The old man frowned, but said nothing.

"Who's that?" Ward said, pointing in the direction of the men in the cassocks. It wasn't necessary to be more specific.

"Brother Tamerlane. Here for ceremonial purposes only of course." He snorted derisively.

Two crimson-uniformed men were leading a man and a woman in grey prison clothes to the scaffold. The prisoners' hands were bound behind their backs. The woman tottered on the steps leading up to the platform – the audience as a body leaned forward in anticipation – but then the guard righted her and nudged her up the steps. The audience pulled back and sighed.

When the prisoners were in place before the nooses one of the thin Brothers rose to his feet.

"Anders Jamieson, you are convicted of two counts of High Treason, for conspiring against the State by means of sorcery, and have been sentenced to hang by the neck until dead. Do you have any last words?"

When he replied, the man's voice was oddly calm. He didn't look at the Brother who had spoken, but past him to Tamerlane. "Our only crime was curiosity. But you will burn in Eden for your crimes, Brother."

Tamerlane, his chin resting upon one hand, looked steadily up at the platform, as if gazing out a coach window at passing countryside. He didn't speak.

"Very well," said the thin brother. He turned to the other prisoner. "Stephanie Jamieson, you are convicted of two counts of High Treason, for conspiring against the State by means of sorcery, and have been sentenced to hang by the neck until dead. Do you have any last words?"

The woman ignored the Brother. She turned to the man beside her. "I love you," she said. "I will love you forever."

The crowd went silent. An archon cawed mournfully.

The Brother coughed, as if to break the spell of the woman's words, and continued: "I hereby release you from the custody of the Brotherhood of Hatto and pass you over to the State for the execution of your sentences."

"Clever, isn't it?" the old man whispered to Ward. "They let the State do their dirty work for them. Is it not written in the Great Book that no man of the cloth may kill?"

The guards carried out their work quickly and efficiently then. Ward turned away at the last moment, but could not put his hands over his ears in time to block out the sound of the trapdoors clunking open and the ropes snapping taut. The crowd cheered lustily.

Ward chanced a look up at the scaffold. The bodies were twitching, but he had gone hunting on the island with Jaggles enough times to know that this meant nothing. When thebodies were still, the guards cut them down. It suddenly occurred to Ward what the things in the cages were.

"A warning," the old man said, following his gaze. "All who travel up and down the river see them. They're coated in tar to preserve them."

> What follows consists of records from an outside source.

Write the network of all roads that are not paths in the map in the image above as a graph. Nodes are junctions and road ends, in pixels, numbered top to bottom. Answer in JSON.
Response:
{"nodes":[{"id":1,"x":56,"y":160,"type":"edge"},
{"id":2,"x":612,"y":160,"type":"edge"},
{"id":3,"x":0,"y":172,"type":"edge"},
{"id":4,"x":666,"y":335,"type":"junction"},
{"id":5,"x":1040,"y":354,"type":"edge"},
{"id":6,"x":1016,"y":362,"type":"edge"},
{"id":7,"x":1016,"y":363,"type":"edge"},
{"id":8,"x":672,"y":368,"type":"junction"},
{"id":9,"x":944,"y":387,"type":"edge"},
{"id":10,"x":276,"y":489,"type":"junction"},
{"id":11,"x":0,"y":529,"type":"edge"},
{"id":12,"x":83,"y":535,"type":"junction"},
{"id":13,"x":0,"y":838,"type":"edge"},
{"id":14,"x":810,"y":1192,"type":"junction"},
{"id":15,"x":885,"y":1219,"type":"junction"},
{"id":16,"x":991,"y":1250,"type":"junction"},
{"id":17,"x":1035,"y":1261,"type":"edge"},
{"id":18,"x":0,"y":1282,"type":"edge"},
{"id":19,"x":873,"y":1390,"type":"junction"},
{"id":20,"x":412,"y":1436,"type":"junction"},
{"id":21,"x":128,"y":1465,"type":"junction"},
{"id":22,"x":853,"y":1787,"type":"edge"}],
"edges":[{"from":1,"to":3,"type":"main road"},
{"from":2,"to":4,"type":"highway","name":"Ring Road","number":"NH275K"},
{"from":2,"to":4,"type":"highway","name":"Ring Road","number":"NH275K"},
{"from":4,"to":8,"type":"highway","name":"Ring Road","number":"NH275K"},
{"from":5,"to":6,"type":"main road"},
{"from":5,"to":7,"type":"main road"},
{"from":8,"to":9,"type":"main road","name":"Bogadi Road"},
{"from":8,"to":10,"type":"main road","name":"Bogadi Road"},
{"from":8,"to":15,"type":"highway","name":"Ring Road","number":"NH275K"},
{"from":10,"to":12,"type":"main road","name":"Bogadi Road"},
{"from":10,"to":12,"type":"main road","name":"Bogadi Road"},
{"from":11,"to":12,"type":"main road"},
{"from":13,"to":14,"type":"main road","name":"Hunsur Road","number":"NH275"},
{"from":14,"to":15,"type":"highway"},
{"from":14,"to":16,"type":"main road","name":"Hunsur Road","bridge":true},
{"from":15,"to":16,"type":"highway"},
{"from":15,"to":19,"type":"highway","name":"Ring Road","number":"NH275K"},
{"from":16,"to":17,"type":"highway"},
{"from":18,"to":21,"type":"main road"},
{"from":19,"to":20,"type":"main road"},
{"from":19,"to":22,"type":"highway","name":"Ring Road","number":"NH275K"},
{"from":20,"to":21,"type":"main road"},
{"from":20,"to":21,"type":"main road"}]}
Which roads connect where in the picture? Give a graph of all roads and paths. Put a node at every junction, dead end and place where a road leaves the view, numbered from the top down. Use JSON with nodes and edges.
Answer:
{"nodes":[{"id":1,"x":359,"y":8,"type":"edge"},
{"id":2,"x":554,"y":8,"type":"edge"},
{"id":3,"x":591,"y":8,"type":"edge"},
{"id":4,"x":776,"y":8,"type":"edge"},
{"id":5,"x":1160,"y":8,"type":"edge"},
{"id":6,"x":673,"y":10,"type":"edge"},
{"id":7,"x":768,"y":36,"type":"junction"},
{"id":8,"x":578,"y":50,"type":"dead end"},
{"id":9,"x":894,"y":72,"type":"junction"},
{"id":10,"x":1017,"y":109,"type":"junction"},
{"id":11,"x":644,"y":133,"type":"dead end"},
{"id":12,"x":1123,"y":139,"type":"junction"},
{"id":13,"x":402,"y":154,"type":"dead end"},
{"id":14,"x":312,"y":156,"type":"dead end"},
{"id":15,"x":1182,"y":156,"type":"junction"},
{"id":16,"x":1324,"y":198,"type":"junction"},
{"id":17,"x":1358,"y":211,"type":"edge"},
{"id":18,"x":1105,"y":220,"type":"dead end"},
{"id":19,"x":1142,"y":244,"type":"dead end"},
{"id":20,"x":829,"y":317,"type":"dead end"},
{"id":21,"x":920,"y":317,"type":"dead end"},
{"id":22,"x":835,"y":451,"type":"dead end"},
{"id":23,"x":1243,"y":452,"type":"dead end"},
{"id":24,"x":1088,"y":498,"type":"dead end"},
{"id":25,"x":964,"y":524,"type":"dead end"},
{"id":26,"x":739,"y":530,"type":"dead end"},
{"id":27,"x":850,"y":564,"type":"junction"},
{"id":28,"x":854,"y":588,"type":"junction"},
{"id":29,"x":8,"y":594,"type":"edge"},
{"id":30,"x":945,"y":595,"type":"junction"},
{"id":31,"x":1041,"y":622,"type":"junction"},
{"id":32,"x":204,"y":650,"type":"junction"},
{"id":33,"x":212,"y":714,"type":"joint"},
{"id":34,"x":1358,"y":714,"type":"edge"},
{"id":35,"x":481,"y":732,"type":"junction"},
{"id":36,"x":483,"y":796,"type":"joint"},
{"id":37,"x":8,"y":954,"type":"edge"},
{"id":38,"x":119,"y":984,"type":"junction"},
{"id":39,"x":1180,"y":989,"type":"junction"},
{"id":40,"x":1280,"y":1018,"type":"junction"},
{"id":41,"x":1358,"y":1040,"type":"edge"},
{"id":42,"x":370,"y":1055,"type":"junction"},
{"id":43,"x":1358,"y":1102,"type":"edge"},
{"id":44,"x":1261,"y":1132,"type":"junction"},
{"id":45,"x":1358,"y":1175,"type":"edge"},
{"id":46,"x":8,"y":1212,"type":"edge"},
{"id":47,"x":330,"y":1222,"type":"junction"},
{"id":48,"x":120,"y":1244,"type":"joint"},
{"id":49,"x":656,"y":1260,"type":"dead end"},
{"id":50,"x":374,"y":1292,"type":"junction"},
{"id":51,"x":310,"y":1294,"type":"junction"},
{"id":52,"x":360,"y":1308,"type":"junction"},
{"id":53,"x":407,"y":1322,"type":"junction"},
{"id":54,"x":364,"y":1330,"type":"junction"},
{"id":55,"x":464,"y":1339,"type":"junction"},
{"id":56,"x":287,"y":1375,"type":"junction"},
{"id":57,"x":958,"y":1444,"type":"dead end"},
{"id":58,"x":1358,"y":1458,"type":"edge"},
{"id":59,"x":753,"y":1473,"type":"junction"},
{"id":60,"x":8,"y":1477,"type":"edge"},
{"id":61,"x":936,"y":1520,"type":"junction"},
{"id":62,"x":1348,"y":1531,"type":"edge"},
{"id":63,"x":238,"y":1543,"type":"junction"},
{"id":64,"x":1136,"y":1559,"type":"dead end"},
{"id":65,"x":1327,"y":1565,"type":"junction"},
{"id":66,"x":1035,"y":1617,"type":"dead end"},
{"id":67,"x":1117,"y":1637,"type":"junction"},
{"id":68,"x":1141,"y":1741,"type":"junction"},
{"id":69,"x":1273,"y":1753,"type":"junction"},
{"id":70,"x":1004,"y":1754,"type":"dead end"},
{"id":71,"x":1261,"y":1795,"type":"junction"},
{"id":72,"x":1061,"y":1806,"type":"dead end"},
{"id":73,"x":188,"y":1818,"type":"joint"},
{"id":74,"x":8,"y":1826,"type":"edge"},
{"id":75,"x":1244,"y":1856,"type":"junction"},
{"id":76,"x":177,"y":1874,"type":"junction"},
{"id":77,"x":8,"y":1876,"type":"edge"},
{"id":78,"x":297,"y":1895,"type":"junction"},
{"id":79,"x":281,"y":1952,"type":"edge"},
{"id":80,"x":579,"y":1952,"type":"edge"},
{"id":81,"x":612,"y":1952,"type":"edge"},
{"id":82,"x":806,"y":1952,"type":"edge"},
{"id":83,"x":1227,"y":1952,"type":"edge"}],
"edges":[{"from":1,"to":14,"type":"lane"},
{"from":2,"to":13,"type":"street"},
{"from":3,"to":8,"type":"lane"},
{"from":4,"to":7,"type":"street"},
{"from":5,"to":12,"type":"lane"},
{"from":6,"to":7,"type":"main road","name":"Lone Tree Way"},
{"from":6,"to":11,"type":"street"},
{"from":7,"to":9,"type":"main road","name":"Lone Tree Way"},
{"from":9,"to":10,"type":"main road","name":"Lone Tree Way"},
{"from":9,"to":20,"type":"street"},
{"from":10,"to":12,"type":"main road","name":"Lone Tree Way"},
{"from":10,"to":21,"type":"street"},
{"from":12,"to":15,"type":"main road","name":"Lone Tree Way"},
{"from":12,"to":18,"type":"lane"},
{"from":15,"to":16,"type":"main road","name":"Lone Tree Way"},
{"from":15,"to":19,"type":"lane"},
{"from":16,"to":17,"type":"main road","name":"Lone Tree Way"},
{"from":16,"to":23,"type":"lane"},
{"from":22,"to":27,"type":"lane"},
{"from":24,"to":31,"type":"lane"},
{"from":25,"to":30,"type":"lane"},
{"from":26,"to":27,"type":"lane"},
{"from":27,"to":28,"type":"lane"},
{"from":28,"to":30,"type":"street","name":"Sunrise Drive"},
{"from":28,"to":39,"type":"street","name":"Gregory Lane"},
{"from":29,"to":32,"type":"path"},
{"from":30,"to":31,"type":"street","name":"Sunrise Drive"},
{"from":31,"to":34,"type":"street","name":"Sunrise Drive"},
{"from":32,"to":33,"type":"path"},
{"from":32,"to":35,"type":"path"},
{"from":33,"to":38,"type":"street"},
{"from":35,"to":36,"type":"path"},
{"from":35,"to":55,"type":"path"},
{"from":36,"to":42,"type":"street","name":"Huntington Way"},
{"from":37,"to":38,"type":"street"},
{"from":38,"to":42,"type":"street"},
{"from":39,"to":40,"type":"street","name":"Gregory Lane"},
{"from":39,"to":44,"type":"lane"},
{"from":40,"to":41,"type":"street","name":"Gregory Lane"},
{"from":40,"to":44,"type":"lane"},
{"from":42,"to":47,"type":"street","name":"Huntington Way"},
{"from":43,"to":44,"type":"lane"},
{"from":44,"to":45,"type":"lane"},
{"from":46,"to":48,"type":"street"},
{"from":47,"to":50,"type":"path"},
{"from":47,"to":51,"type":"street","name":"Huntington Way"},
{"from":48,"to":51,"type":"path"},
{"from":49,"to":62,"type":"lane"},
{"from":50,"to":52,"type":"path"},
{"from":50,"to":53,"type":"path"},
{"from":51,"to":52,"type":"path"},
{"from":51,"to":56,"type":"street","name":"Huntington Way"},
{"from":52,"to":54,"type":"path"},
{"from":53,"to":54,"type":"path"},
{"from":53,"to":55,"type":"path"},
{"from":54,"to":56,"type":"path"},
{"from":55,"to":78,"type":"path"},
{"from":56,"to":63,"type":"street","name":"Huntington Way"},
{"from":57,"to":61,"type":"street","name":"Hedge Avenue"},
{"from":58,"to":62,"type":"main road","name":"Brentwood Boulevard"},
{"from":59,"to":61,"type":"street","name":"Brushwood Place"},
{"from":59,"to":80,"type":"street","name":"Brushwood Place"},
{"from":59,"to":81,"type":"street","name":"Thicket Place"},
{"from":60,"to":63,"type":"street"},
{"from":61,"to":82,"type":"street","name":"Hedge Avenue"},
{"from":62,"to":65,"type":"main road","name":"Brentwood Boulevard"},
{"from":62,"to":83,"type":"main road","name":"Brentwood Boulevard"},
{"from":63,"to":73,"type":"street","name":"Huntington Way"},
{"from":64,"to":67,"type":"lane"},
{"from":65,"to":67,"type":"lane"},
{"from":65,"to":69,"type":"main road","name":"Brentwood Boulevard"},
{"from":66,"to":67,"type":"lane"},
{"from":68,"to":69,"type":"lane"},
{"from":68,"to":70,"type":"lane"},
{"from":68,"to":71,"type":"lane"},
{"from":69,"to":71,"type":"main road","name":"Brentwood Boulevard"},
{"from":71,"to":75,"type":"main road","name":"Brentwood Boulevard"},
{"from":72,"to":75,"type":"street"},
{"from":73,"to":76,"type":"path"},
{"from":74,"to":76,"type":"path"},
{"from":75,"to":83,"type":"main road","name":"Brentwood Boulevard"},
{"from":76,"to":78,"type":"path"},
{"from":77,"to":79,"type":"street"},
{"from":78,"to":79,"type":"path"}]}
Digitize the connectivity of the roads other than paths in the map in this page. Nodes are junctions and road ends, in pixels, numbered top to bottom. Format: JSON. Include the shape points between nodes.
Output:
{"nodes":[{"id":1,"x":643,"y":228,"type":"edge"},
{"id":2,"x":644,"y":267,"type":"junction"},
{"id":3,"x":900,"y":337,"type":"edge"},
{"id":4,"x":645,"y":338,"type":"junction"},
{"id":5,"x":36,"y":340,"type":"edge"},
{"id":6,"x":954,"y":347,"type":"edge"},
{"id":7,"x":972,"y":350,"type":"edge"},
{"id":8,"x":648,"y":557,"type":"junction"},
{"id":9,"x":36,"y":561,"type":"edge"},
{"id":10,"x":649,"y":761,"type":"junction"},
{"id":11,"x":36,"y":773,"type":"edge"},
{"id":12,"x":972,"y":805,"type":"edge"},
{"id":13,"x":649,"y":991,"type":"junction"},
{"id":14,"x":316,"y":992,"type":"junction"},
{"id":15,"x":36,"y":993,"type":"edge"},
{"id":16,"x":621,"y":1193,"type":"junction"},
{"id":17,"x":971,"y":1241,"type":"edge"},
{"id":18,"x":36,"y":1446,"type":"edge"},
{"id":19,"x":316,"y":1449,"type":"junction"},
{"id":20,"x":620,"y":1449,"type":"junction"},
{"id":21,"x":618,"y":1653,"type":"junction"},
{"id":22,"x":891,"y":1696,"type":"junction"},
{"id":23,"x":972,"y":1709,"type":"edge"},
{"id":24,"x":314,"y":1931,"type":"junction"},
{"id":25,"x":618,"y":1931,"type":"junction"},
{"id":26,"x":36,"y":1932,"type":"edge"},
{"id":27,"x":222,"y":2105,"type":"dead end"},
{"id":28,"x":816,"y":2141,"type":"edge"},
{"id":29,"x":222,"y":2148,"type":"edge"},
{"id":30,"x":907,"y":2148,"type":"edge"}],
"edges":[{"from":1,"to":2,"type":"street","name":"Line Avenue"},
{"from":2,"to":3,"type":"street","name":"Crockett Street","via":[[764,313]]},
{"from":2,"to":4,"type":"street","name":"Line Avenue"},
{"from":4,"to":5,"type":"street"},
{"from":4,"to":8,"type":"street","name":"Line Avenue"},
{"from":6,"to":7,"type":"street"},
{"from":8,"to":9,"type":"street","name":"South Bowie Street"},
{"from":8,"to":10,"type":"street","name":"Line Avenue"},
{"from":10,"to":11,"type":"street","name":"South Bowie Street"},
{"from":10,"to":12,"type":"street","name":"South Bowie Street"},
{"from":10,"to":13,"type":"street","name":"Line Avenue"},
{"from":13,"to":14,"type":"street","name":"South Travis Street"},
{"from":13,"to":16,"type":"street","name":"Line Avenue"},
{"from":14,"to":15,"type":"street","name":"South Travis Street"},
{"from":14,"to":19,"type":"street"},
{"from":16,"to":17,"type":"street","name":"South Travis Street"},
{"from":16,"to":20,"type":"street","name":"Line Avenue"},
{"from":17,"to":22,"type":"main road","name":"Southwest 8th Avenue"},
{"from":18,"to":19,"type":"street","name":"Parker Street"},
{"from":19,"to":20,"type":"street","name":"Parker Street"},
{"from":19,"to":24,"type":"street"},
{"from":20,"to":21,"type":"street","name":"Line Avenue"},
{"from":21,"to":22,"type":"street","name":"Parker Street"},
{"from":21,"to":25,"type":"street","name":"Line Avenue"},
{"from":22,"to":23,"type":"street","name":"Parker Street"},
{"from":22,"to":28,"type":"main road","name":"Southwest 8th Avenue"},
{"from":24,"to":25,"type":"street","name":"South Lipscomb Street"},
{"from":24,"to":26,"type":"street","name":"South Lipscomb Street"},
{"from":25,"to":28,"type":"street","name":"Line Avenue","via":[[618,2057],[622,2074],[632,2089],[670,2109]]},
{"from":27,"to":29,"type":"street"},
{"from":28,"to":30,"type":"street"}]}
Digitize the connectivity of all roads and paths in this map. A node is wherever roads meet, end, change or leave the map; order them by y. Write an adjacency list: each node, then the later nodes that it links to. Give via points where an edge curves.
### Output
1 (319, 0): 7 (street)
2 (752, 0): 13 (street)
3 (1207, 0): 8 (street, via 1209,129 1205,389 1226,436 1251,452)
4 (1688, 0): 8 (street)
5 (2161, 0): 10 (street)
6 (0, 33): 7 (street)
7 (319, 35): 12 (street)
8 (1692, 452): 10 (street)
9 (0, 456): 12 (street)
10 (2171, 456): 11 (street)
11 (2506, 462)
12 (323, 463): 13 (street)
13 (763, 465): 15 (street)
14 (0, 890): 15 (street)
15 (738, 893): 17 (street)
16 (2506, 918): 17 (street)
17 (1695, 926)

Ward, revolted, forced his gaze away from the cages, to where a black coach drawn by four black horses had pulled up to the curb. The Brothers were already climbing inside. The horses seemed ill-fed and dull, the coach in need of a coat of paint; Ward wondered idly why such important people used such drab transport. The guards in crimson, on the other hand, were climbing into a coach that was gleaming and magisterial, the horses shining, red plumes fluttering from the roof.

When Ward turned back to ask about this, the old man had vanished. He peered through the crowd, which was now moving off into the city, but couldn't spot him anywhere. It made him uneasy.